と彼女は静かな口調で俺に話しかけてきた。至極丁寧な語りであるのに、妙な圧迫感を覚える声だった。


「君はレイビスの出身だと聞いた。あの町に関しては……気の毒としか言いようがない。リーベルンとの戦いを長引かせてしまった我々の責任でもある。……君の在留許可に関してだが、"十二剣聖"の会議で承認されれば、問題なく取得できるだろう。今から会議が始まる。いくつかの簡単な質問に答えてくれれば、それで終わりだ」


 イスカという女性はそう言うと、ツカツカと足音を立てながら部屋の真ん中まで歩いていき、豪華な装飾で彩られた円卓の一席に腰を掛けた。


「……座る場所がないけれど、私の後ろに控えていてくれる?」


 頭を上げたオスローはそう言うと、俺の手を取って同じく円卓の方へと引っ張っていった。彼女もまた十二席あるうちの一つに腰を下ろし、クエリやケイスたちもこれに続いた。それとほぼ同時に部屋の扉が開け放たれて、また二、三人の女性が部屋の中に増えた。彼女たちは軽く会釈をしながら次々に席へと座っていく──その間、オスローの後方に立たされっぱなしの俺は、上から下までじろじろと見られて、なんだか小恥ずかしい気分だった。

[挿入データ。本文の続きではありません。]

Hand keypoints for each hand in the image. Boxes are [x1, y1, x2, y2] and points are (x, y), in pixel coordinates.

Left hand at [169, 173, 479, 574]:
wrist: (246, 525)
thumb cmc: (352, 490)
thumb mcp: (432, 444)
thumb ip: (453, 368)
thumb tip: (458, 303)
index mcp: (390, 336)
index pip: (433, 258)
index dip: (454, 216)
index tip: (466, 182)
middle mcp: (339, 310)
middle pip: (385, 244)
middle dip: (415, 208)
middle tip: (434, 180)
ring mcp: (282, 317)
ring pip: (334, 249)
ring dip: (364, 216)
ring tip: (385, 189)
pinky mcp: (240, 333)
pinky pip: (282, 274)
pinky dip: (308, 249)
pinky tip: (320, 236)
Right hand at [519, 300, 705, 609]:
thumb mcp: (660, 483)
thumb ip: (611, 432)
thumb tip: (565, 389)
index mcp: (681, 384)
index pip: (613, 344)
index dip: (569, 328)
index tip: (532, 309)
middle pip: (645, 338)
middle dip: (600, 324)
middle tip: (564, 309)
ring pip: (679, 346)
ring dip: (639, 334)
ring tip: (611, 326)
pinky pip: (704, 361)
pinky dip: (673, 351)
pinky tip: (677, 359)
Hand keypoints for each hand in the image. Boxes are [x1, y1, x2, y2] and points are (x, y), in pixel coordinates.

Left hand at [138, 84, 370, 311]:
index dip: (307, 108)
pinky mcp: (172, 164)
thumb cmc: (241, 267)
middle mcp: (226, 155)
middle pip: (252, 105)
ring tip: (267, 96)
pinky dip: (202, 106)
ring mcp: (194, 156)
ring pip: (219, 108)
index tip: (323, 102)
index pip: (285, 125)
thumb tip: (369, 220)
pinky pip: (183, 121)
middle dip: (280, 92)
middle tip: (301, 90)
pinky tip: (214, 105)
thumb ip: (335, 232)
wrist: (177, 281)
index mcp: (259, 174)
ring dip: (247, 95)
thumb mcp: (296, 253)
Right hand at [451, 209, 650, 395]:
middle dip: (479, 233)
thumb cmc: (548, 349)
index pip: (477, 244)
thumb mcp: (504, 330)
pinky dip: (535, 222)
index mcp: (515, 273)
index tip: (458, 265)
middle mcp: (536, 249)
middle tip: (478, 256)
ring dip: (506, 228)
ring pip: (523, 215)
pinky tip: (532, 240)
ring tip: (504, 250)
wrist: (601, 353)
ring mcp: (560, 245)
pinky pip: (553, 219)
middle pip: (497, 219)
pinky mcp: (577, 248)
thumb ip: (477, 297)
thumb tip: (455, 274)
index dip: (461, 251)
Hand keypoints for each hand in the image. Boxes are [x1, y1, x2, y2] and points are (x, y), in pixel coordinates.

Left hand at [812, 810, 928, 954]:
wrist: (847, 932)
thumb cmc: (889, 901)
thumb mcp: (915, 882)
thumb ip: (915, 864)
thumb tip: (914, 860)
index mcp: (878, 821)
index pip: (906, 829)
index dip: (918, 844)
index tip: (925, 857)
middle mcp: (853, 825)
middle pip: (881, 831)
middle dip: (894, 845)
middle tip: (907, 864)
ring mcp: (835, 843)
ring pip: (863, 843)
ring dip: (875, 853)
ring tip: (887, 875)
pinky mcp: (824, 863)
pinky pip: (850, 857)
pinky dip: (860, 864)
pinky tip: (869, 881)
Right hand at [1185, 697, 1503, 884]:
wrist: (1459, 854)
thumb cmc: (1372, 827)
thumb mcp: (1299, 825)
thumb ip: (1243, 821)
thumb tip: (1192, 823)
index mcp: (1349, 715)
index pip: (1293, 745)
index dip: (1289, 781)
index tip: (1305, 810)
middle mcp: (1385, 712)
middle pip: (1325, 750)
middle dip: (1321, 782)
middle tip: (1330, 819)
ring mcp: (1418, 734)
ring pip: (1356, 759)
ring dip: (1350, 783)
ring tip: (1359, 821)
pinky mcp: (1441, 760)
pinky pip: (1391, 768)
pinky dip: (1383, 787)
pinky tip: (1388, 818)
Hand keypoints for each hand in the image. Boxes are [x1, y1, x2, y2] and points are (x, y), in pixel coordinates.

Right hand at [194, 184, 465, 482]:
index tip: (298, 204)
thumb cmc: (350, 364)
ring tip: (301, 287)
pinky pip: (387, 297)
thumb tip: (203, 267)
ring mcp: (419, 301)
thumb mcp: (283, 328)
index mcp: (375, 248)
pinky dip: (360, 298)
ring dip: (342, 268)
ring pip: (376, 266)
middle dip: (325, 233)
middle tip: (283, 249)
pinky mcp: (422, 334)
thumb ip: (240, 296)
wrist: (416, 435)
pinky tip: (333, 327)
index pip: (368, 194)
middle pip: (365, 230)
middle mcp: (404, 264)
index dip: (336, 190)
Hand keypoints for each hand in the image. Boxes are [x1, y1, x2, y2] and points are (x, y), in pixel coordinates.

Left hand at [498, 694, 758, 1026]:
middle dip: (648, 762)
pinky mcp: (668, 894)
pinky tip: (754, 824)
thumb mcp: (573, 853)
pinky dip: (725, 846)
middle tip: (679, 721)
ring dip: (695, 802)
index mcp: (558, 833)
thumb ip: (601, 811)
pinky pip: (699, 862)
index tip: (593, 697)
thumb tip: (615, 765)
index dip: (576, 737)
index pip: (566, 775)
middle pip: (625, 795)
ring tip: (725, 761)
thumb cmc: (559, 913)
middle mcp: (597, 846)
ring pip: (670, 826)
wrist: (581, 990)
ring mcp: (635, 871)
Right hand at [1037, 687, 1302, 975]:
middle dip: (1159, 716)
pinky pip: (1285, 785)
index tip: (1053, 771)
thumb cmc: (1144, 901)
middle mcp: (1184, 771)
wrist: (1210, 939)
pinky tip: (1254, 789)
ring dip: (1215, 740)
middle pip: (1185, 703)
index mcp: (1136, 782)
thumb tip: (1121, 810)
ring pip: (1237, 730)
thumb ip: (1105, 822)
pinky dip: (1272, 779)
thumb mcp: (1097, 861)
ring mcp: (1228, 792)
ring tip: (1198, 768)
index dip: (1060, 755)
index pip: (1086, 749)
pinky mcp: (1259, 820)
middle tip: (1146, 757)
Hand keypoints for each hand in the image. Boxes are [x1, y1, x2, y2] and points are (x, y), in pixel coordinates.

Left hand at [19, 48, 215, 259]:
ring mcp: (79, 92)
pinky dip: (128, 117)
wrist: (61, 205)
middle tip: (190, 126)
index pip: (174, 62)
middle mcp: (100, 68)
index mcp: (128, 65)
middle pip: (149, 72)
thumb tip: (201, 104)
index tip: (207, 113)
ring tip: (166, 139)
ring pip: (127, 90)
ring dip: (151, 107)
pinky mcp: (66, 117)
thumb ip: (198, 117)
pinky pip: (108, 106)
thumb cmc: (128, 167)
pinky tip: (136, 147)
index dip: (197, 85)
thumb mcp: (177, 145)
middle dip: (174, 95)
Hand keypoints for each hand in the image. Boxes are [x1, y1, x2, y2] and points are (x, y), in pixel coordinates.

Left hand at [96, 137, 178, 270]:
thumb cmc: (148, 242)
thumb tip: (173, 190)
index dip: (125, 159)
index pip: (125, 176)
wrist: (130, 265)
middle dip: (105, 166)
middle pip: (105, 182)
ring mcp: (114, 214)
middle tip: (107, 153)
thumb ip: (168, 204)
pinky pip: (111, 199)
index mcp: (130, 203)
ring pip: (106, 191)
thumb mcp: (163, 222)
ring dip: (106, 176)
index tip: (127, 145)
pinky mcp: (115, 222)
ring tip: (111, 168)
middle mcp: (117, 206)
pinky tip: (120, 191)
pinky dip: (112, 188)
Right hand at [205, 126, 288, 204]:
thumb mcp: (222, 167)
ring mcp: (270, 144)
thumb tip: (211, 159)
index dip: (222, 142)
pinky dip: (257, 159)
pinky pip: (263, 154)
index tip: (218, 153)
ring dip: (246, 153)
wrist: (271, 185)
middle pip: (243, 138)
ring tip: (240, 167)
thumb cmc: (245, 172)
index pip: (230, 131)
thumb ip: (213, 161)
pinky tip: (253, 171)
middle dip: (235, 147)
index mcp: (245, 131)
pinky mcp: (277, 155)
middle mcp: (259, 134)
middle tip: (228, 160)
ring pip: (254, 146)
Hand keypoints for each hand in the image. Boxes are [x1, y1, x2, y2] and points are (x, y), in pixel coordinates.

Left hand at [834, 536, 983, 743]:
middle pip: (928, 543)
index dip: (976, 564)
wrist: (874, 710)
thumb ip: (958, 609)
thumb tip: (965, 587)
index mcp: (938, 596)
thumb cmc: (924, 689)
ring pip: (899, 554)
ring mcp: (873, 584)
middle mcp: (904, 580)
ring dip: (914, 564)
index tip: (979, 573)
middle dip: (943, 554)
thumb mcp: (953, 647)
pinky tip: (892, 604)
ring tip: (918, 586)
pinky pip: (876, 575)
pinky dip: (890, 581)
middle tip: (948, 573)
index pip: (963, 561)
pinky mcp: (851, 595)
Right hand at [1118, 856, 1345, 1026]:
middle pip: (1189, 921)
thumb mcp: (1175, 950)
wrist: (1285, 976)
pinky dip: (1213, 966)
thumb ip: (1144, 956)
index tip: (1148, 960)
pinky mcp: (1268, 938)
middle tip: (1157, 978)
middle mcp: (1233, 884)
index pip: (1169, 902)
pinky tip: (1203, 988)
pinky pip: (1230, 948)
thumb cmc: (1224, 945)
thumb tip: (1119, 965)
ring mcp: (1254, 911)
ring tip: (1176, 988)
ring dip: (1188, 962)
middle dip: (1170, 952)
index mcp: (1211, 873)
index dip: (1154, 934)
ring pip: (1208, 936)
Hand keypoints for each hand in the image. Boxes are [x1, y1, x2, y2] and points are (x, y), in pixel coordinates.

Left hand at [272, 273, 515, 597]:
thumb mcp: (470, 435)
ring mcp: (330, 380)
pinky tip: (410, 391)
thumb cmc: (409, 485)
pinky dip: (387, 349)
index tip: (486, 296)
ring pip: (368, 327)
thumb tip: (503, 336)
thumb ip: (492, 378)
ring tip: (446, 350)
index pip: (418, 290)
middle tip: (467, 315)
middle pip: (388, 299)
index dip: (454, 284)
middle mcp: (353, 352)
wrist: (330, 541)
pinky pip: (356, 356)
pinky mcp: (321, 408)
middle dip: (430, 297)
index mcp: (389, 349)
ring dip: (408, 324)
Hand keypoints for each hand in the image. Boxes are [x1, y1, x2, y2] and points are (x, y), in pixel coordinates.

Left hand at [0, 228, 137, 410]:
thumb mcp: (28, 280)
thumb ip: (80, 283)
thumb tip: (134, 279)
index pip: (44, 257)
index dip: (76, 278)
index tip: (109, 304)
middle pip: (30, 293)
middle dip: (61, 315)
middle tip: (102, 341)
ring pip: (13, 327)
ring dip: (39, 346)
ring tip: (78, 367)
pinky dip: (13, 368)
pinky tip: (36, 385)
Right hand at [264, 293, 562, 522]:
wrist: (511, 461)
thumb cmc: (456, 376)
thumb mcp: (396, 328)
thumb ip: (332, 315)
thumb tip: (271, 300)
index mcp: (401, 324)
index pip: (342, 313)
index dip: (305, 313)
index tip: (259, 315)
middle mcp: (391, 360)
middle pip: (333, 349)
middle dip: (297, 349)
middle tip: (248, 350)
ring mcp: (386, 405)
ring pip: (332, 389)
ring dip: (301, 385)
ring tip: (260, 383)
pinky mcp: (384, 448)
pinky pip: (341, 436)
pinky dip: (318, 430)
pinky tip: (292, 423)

 やがて壁に掛けてあった柱時計が、ボオオオン、という鈍い音を立てた。イスカは改めて円卓に座っている面子を眺めると、


「今日はまた、随分と出席率が悪いんじゃないか?」


と不満げな声を上げる。


「クエリ、お前の妹は……サーシャはどうした?」


「えーと、正直私もどこにいるのかは……今朝会議の話をしたんですけど、忘れてしまったのか……うーん……」


 クエリは唇を真一文字に結んで、申し訳なさそうに俯いた。


「カーミンは連絡を貰っている。貴族の間の会合が被っているだの云々言っていたが。それから、エウロは……また勝手に放浪しているに違いないんだ! あいつ……。それから……ウィル! またあいつは『行方不明』か? まったく、どいつもこいつも……」


 イスカの声色が段々と重々しくなっていくのが俺にもはっきりと分かった。そしてダメ押しとばかりに、手を後ろ手に組んだケイスが、


「いや、そもそもリーダーのアメリアさんが不在じゃないですか」


と一言。


 ──アメリア! その名前に反応したのか、俺の腰の剣が突然、小刻みに震えだした。アメリアという名前は、悪魔ミーンから聞いている。"十二剣聖"のリーダにして、この戦争を引き起こした張本人だとかいう人物。流石に俺も、心の中がわずかに波立つのを自覚する。残念ながら、この場には姿を見せていないようだが……。


「アメリア様は、まあ、色々と忙しいのだ。……ともかく、六人以上面子が揃えば会議は成立する決まりだ。さっさと始めよう」


 イスカがそう宣言すると、オスローが徐に立ち上がって周りの人達を睥睨する。


「えー、既にご存じの人もいるかと思いますが……最初の議題として、彼のエントリア滞在の許可に関して……」


 オスローはそれから淡々と、事の経緯を説明し始めた。森で倒れていたオスローを俺が結果的に助けることになったこと、リーベルンの兵士たちを前にして、剣一本で勇敢に立ち向かったこと、などを語って聞かせた。俺が見る限り、その反応は様々だった。楽し気に聞いている人、最初から興味が無さそうな人、頭の上に疑問符を浮かべている人……。


「あー、一つ質問いいですか?」


 オスローの近くに座っていた少女──恐らくこの中では最年少だと思われる人が、そろっと控えめに手を上げた。


「その人の滞在は構わないんですけども。それよりもオスローさん、何故そんな森の中で倒れていたんですか? 記憶が正しければ、シーベック折衝地でリーベルンの軍勢と戦闘後、行方不明になっていたと聞きましたが……」


「そのことなんですが……」オスローは頭を掻きながら苦笑する。「私も記憶が曖昧で……気が付いたら森の中に倒れていて、彼に肩を借りたんです」


「誰かにやられた、ってことか? リーベルンの連中に?」


 今度はケイスが口を挟む。


「オスローがやられる程の相手が、リーベルン側にいたということか……正直なところ、その男の処遇云々よりも、お前を打倒した相手とやらの方が興味があるな」


「……そのうち、探してみる予定です」


 オスローがそう言い、その後で発言するものはいなかった。妙な緊張感のある沈黙がその場に流れ、俺はなんだか息が詰まりそうだった。